- Born: Sarah Katherine Mudge December 4, 1963 (age 62) Wolverhampton
- Education: Ounsdale High School
- Alma mater: University of York (BSc, DPhil)
- Known for: Control Engineering
- Scientific career
- Fields: Electrical engineering Sliding mode controls
- Institutions: University College London University of Kent Loughborough University University of Leicester
- Thesis: An assessment of robustness of flight control systems based on variable structure techniques (2003)
- Website: www.ucl.ac.uk/electronic-electrical-engineering/people/prof-sarah-spurgeon

= Sarah Spurgeon =

British electrical engineer

Sarah Katherine Spurgeon (born 4 December 1963) is the Head of Department of Electronic and Electrical Engineering at University College London. She served as President of the Engineering Professors' Council from 2017 to 2019. She has previously served as head of the Department of Engineering at both the University of Leicester and University of Kent.

== Early life and education ==
Spurgeon was born in Wolverhampton. She is the daughter of Michael and Sheila Mudge. She attended Ounsdale High School. She studied mathematics at the University of York, and earned her Bachelor's degree in 1985 and Doctor of Philosophy degree in engineering in 1988.

== Research and career ==
After completing her studies Spurgeon first moved to Loughborough University, where she worked as a lecturer, before joining the University of Leicester in 1991.
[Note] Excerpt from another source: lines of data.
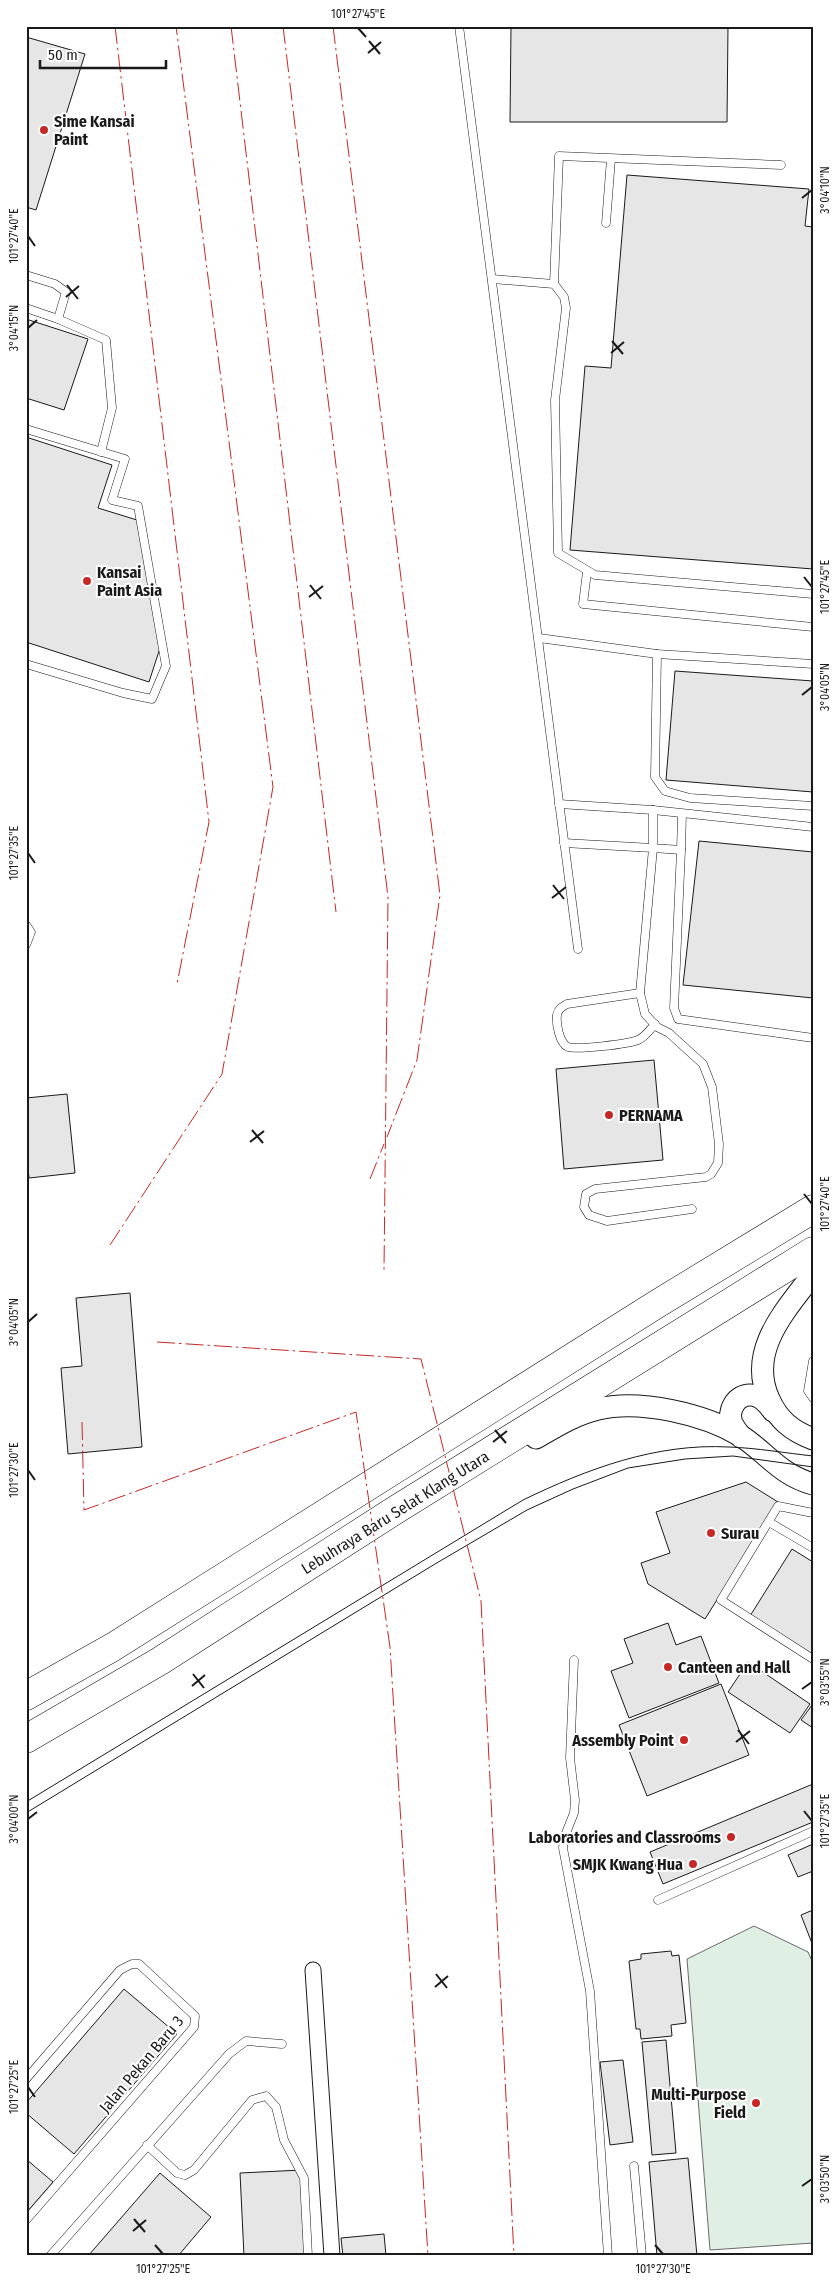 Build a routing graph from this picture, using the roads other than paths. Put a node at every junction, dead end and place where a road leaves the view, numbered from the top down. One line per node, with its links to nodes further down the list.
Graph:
1 (459, 26): 6 (lane)
2 (611, 159): 3 (lane); 4 (lane); 7 (lane)
3 (781, 165)
4 (606, 223)
5 (26, 276): 9 (lane)
6 (492, 280): 7 (lane); 15 (lane)
7 (554, 284): 12 (lane)
8 (26, 308): 9 (lane)
9 (58, 319): 11 (lane)
10 (26, 429): 11 (lane)
11 (101, 452): 17 (lane)
12 (587, 572): 13 (lane); 14 (lane)
13 (813, 594)
14 (813, 627)
15 (539, 638): 16 (lane); 19 (lane)
16 (657, 654): 18 (lane); 20 (lane)
17 (26, 664)
18 (813, 664)
19 (559, 804): 21 (lane); 24 (lane)
20 (813, 806)
21 (653, 810): 22 (lane); 25 (lane)
22 (682, 814): 23 (lane); 26 (lane)
23 (813, 826)
24 (564, 843): 25 (lane); 29 (lane)
25 (653, 848): 26 (lane); 30 (lane)
26 (681, 850): 32 (lane)
27 (26, 925): 28 (lane)
28 (26, 945)
29 (578, 949)
30 (640, 993): 31 (lane); 31 (lane)
31 (655, 1024): 33 (lane)
32 (813, 1038)
33 (692, 1209)
34 (813, 1209): 49 (highway)
35 (813, 1251): 43 (highway, Lebuhraya Baru Selat Klang Utara)
36 (813, 1274): 39 (main road)
37 (813, 1360): 38 (lane)
38 (813, 1398)
39 (775, 1413): 40 (main road); 41 (main road)
40 (741, 1436): 42 (main road); 43 (main road)
41 (813, 1439)
42 (813, 1484)
43 (397, 1510): 50 (highway, Lebuhraya Baru Selat Klang Utara)
44 (813, 1513): 45 (lane)
45 (769, 1522): 46 (lane); 47 (lane)
46 (813, 1548)
47 (813, 1659)
48 (574, 1660): 62 (lane)
49 (26, 1696)
50 (26, 1739)
51 (811, 1832): 52 (lane)
52 (658, 1900)
53 (313, 1970): 61 (street)
54 (282, 2044): 56 (lane)
55 (26, 2079): 58 (lane, Jalan Pekan Baru 3)
56 (147, 2145): 59 (lane); 60 (lane)
57 (634, 2166): 63 (lane)
58 (26, 2220)
59 (50, 2256)
60 (308, 2256)
61 (332, 2256)
62 (608, 2256)
63 (642, 2256)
Spurgeon is a control engineer. She works to optimise different systems, including aeroplanes, cars, robots and healthcare. Her contributions to control engineering include sliding mode control and variable structure control. When setting up a control problem there are mismatches between the plant and model used for control design. Spurgeon's sliding mode control theory produces controllers that overcome these discrepancies.

=== Academic service ===
In 2006 Spurgeon was Head of the Department of Engineering at the University of Leicester. She moved to the University of Kent in 2008, where she was made Head of the School of Engineering and Digital Arts. In 2011 she was appointed the Institute of Electrical and Electronics Engineers Distinguished Lecturer for the Controlled Systems Society. She served as Vice Chair of the International Federation of Automatic Control from 2014 to 2017. During this time she also chaired the Royal Academy of Engineering Ingenious Award panel. In 2015 she was elected President of the Institute of Measurement and Control. In 2016 she joined University College London as Head of Department of Electronic and Electrical Engineering. She serves as the President of the Engineering Professors' Council. She is a member of the Royal Society International Exchanges Committee, who make decisions on international exchange programs including the Yusuf and Farida Hamied Foundation International Exchange Award and the Royal Society of Chemistry Exchange Award. As of 2019 she serves on the board of EngineeringUK and the Defence Science and Technology Laboratory. She serves on the advisory team of the Engineering and Physical Sciences Research Council. She has been involved in the promotion of women in engineering with the Royal Academy of Engineering.

=== Awards and honours ===
Her awards and honours include;

- 2000 Institute of Electrical and Electronics Engineers Millennium Medal
- 2004 Elected Fellow of the Institute of Measurement and Control
- 2010 Institute of Measurement and Control Honeywell International Medal
- 2008 Elected Fellow of the Royal Academy of Engineering (FREng)
- 2015 Elected President-Elect of the Engineering Professors' Council
- 2015 Appointed Order of the British Empire in the 2015 New Year Honours
- 2019 Elected Fellow of IEEE

=== Selected publications ===
Her publications include;

- Spurgeon, Sarah (2016). "Variable Structure Control of Complex Systems: Analysis and Design"
- Spurgeon, Sarah (1998). "Sliding Mode Control: Theory And Applications"
- Spurgeon, Sarah (2000). "Sliding mode observers for fault detection and isolation"
- Spurgeon, Sarah (1993). "On the development of discontinuous observers"

== Personal life ==
Spurgeon is married to Christopher Thomas Spurgeon. Together they have three children.